12 dicembre 2011

Jova

Ciao Francesco Pinna, studente e lavoratore alla ricerca dell'indipendenza, alla ricerca di una vita che lo facesse sentire una persona viva. Il 19enne Francesco Pinna è morto schiacciato da un palco a Trieste, lo stava montando con un folto gruppo di operai suoi colleghi. Prendevano pochi euro, si può dire che fossero sfruttati, ma i soldi non centrano.

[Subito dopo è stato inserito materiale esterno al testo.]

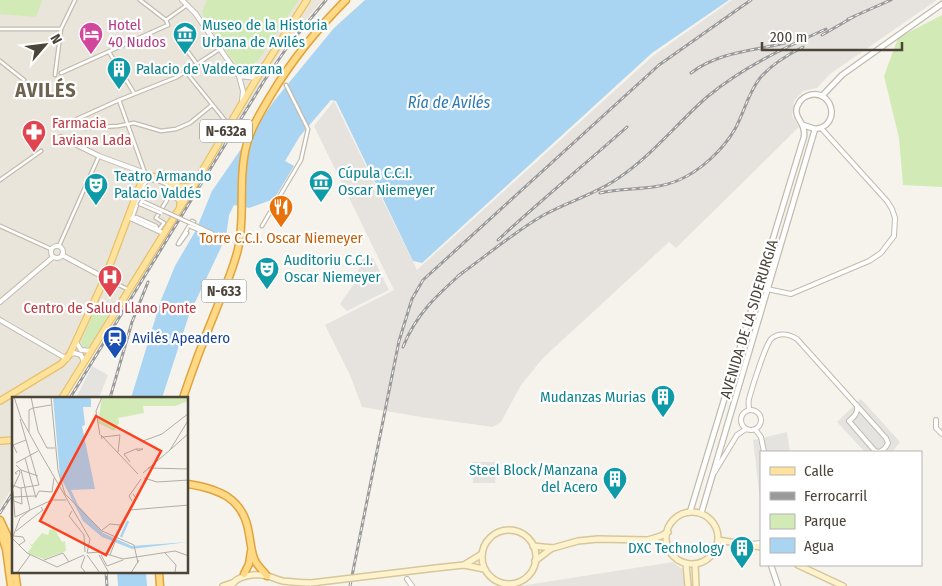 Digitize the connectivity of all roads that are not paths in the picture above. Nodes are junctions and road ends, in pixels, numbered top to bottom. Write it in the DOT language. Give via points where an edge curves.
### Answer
graph roads {
  1 [pos="75,0"];
  2 [pos="140,0"];
  3 [pos="182,0"];
  4 [pos="307,0"];
  5 [pos="346,0"];
  6 [pos="942,4"];
  7 [pos="188,5"];
  8 [pos="166,20"];
  9 [pos="62,28"];
  10 [pos="0,29"];
  11 [pos="180,41"];
  12 [pos="220,49"];
  13 [pos="108,52"];
  14 [pos="0,60"];
  15 [pos="197,64"];
  16 [pos="185,72"];
  17 [pos="61,73"];
  18 [pos="55,75"];
  19 [pos="240,76"];
  20 [pos="257,78"];
  21 [pos="24,80"];
  22 [pos="286,85"];
  23 [pos="134,94"];
  24 [pos="822,96"];
  25 [pos="119,100"];
  26 [pos="212,105"];
  27 [pos="241,106"];
  28 [pos="79,119"];
  29 [pos="75,120"];
  30 [pos="127,124"];
  31 [pos="229,125"];
  32 [pos="803,125"];
  33 [pos="821,128"];
  34 [pos="815,130"];
  35 [pos="61,137"];
  36 [pos="41,151"];
  37 [pos="99,156"];
  38 [pos="146,174"];
  39 [pos="0,180"];
  40 [pos="194,185"];
  41 [pos="176,186"];
  42 [pos="177,210"];
  43 [pos="161,213"];
  44 [pos="130,218"];
  45 [pos="0,226"];
  46 [pos="262,226"];
  47 [pos="161,232"];
  48 [pos="187,233"];
  49 [pos="59,246"];
  50 [pos="51,249"];
  51 [pos="62,255"];
  52 [pos="53,256"];
  53 [pos="105,278"];
  54 [pos="128,290"];
  55 [pos="767,290"];
  56 [pos="0,302"];
  57 [pos="0,320"];
  58 [pos="76,342"];
  59 [pos="92,351"];
  60 [pos="69,356"];
  61 [pos="84,362"];
  62 [pos="63,397"];
  63 [pos="181,397"];
  64 [pos="0,401"];
  65 [pos="856,405"];
  66 [pos="749,410"];
  67 [pos="936,420"];
  68 [pos="746,429"];
  69 [pos="755,429"];
  70 [pos="942,434"];
  71 [pos="764,451"];
  72 [pos="875,451"];
  73 [pos="881,451"];
  74 [pos="712,475"];
  75 [pos="189,484"];
  76 [pos="690,512"];
  77 [pos="701,514"];
  78 [pos="1,521"];
  79 [pos="0,531"];
  80 [pos="668,531"];
  81 [pos="648,540"];
  82 [pos="718,540"];
  83 [pos="760,543"];
  84 [pos="742,544"];
  85 [pos="533,546"];
  86 [pos="553,548"];
  87 [pos="760,548"];
  88 [pos="252,550"];
  89 [pos="670,550"];
  90 [pos="482,554"];
  91 [pos="12,556"];
  92 [pos="535,561"];
  93 [pos="686,564"];
  94 [pos="695,564"];
  95 [pos="464,565"];
  96 [pos="771,566"];
  97 [pos="800,566"];
  98 [pos="484,569"];
  99 [pos="244,574"];
  100 [pos="267,576"];
  101 [pos="275,579"];
  102 [pos="407,579"];
  103 [pos="304,583"];
  104 [pos="232,584"];
  105 [pos="11,586"];
  106 [pos="223,586"];
  107 [pos="279,586"];
  108 [pos="298,586"];
  109 [pos="412,586"];
  110 [pos="688,586"];
  111 [pos="696,586"];
  112 [pos="778,586"];
  113 [pos="843,586"];
  1 -- 9 [label="street"];
  2 -- 8 [label="street"];
  3 -- 7 [label="street"];
  4 -- 20 [label="main road, N-632a"];
  5 -- 63 [label="highway, N-633" via="305,45 284,74 247,142 243,160 242,214 234,264"];
  6 -- 24 [label="street" via="842,74"];
  7 -- 8 [label="street"];
  7 -- 12 [label="street"];
  8 -- 13 [label="street" via="168,25"];
  9 -- 10 [label="street"];
  9 -- 18 [label="street"];
  11 -- 15 [label="street"];
  12 -- 15 [label="street"];
  12 -- 19 [label="street"];
  13 -- 17 [label="street"];
  13 -- 23 [label="street"];
  14 -- 21 [label="street"];
  15 -- 23 [label="street" via="177,77"];
  16 -- 26 [label="street"];
  19 -- 20 [label="street"];
  19 -- 27 [label="street" via="243,90"];
  20 -- 27 [label="main road, N-632a"];
  22 -- 46 [label="street" via="308,129 301,160"];
  23 -- 25 [label="street"];
  24 -- 32 [label="street" via="810,94 800,102 797,114"];
  24 -- 33 [label="street" via="831,106 832,113"];
  25 -- 28 [label="street"];
  25 -- 30 [label="street"];
  26 -- 30 [label="street" via="190,123 176,129 160,131"];
  26 -- 31 [label="street"];
  27 -- 31 [label="main road, N-632a"];
  28 -- 29 [label="street"];
  28 -- 30 [label="street" via="84,128"];
  30 -- 38 [label="street"];
  31 -- 40 [label="main road, N-632a"];
  32 -- 34 [label="street"];
  32 -- 76 [label="street, AVENIDA DE LA SIDERURGIA" via="805,133"];
  33 -- 34 [label="street"];
  33 -- 55 [label="street" via="887,201 895,218 894,236 870,261 791,294"];
  34 -- 55 [label="street, AVENIDA DE LA SIDERURGIA"];
  35 -- 37 [label="street"];
  36 -- 39 [label="street"];
  37 -- 38 [label="street"];
  37 -- 49 [label="street"];
  38 -- 41 [label="main road"];
  38 -- 44 [label="main road"];
  40 -- 41 [label="main road"];
  40 -- 42 [label="main road"];
  41 -- 42 [label="main road" via="181,199"];
  42 -- 47 [label="main road"];
  43 -- 48 [label="street, bridge" via="140,204 142,201 212,233 189,226 178,244"];
  44 -- 47 [label="street"];
  44 -- 47 [label="street" via="148,180 171,186 178,193 178,200 170,195 156,218 164,223"];
  44 -- 53 [label="main road"];
  45 -- 50 [label="street"];
  47 -- 54 [label="main road"];
  49 -- 50 [label="street"];
  49 -- 51 [label="street"];
  50 -- 52 [label="street"];
  51 -- 52 [label="street"];
  51 -- 53 [label="street"];
  52 -- 56 [label="street"];
  53 -- 54 [label="street"];
  53 -- 58 [label="main road"];
  54 -- 59 [label="main road"];
  55 -- 74 [label="street, AVENIDA DE LA SIDERURGIA"];
  57 -- 60 [label="street"];
  58 -- 59 [label="street" via="81,350"];
  58 -- 60 [label="main road"];
  59 -- 61 [label="main road"];
  60 -- 61 [label="street" via="77,353"];
  60 -- 64 [label="main road"];
  61 -- 62 [label="main road"];
  65 -- 66 [label="street" via="797,339 781,334 772,338 766,348 748,401"];
  65 -- 72 [label="street" via="856,415 848,421"];
  65 -- 73 [label="street" via="886,438 888,443"];
  66 -- 68 [label="street" via="741,421"];
  66 -- 69 [label="street" via="760,417 761,422"];
  67 -- 70 [label="street" via="936,428"];
  68 -- 69 [label="street"];
  68 -- 74 [label="street" via="737,434"];
  69 -- 71 [label="street" via="761,437"];
  74 -- 77 [label="street, AVENIDA DE LA SIDERURGIA"];
  75 -- 88 [label="highway" via="214,489 235,502 243,513"];
  76 -- 77 [label="main road"];
  76 -- 80 [label="main road" via="674,521"];
  77 -- 82 [label="main road" via="713,524"];
  78 -- 91 [label="highway"];
  79 -- 105 [label="highway"];
  80 -- 81 [label="main road"];
  80 -- 89 [label="main road"];
  81 -- 86 [label="main road" via="590,539"];
  81 -- 89 [label="main road"];
  82 -- 84 [label="main road"];
  82 -- 94 [label="main road" via="713,554"];
  83 -- 84 [label="street"];
  84 -- 87 [label="main road"];
  85 -- 86 [label="main road"];
  85 -- 90 [label="main road" via="518,532 503,531 489,539"];
  85 -- 92 [label="main road"];
  86 -- 92 [label="main road"];
  88 -- 99 [label="highway"];
  88 -- 100 [label="highway" via="256,563"];
  89 -- 93 [label="main road"];
  90 -- 95 [label="main road"];
  90 -- 98 [label="main road"];
  92 -- 98 [label="main road" via="528,576 517,583 500,583"];
  93 -- 94 [label="main road"];
  93 -- 110 [label="main road"];
  94 -- 111 [label="main road"];
  95 -- 98 [label="main road"];
  95 -- 103 [label="main road, bridge"];
  96 -- 112 [label="street"];
  97 -- 113 [label="main road"];
  100 -- 101 [label="main road"];
  100 -- 104 [label="main road" via="248,575"];
  101 -- 103 [label="main road"];
  101 -- 107 [label="main road"];
  102 -- 109 [label="street"];
  103 -- 108 [label="main road"];
  104 -- 106 [label="main road"];
}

Non centra neanche lo sfruttamento, infortuni e morti sul lavoro avvengono in ogni posto, capitano anche ai fortunati impiegati e manager quando vanno a lavoro o tornano a casa in auto.
Certo, lo sfruttamento crea maggiori problemi, pericoli, ma in questo mondo fedele alla tecnica, in cui non c'è sicurezza ma dispositivi di sicurezza, non ci si deve stupire, almeno che non si debba ancora scendere dal pero. Da quando esistono le industrie i pericoli si sono moltiplicati: abbiamo eliminato dalle nostre zone gli animali selvaggi che ci sbranavamo, ma abbiamo costruito macchine e attrezzi che, solo perchè costruiti da noi, pensiamo non ci debbano mai far del male, invece avviene da 300 anni.

Su quel palco doveva poi salirci per cantare e zompare Jovanotti, e quel ragazzo poteva essere un 40enne, un 60enne, qualsiasi altro, ma siamo soliti badare al singolo caso e commuoverci quando la vittima è giovane.
Dobbiamo metterci in testa che in questo mondo si può morire anche sotto casa
attraversando la strada sulle strisce pedonali col semaforo verde! Abbiamo costruito un mondo staccato dalla natura, pieno di pericoli, ma pericoli seri: un'abitazione di fango non ti schiaccia in caso di terremoto, una canoa non ti investe, e così via, invece noi abbiamo palazzoni che se crollano ci uccidono all'istante, auto-camion-furgoni-moto che se ci colpiscono, ci spingono lontani decine di metri con la testa che si fracassa a terra..

Dovremmo capire che lavorare non solo stanca come scriveva il saggio Cesare Pavese, ma uccide. Uccide anche se si lavora per una rockstar, uccide anche se lavori sicuro grazie a norme sulla sicurezza pienamente rispettate, perchè viviamo per caso e nel caso, oltrechè nel caos.

Riporto l'ultima parte del post dedicato ai morti sul lavoro pubblicato su Cadoinpiedi.it:

"Nel 2011 abbiamo superato le morti sul lavoro avvenute nel 2010, 2009 e perfino 2008. Se conteggiamo le morti sulla strada ed in itinere, i lavoratori e le lavoratrici, che hanno perso la vita per sostentare se stessi e la propria famiglia, sono oltre 1100 (dato dell'Osservatorio Indipendente di Bologna). Questo è il fallimento politico e sindacale in un Paese che viene definito civile e democratico. Un Presidente della Repubblica potrebbe proporre la difesa a carico dello Stato, i familiari delle vittime spesso spendono migliaia di euro per non avere giustizia"
.
Queste le parole di Jovanotti:
"Questa tragedia mi toglie il fiato e mi colpisce profondamente. Un tour è una famiglia e si lavora per portare in scena la vita e la gioia"; "Il mio dolore è rivolto a Francesco Pinna, studente lavoratore, la cui vita si è fermata oggi nell'incidente che ha travolto la mia squadra"; "I ragazzi rimesti feriti sono lavoratori specializzati che amano quello che fanno restando nell'ombra. Sono con voi, vi voglio bene. Sono con la famiglia di Francesco e con i suoi amici. Il mio cuore è pieno di dolore".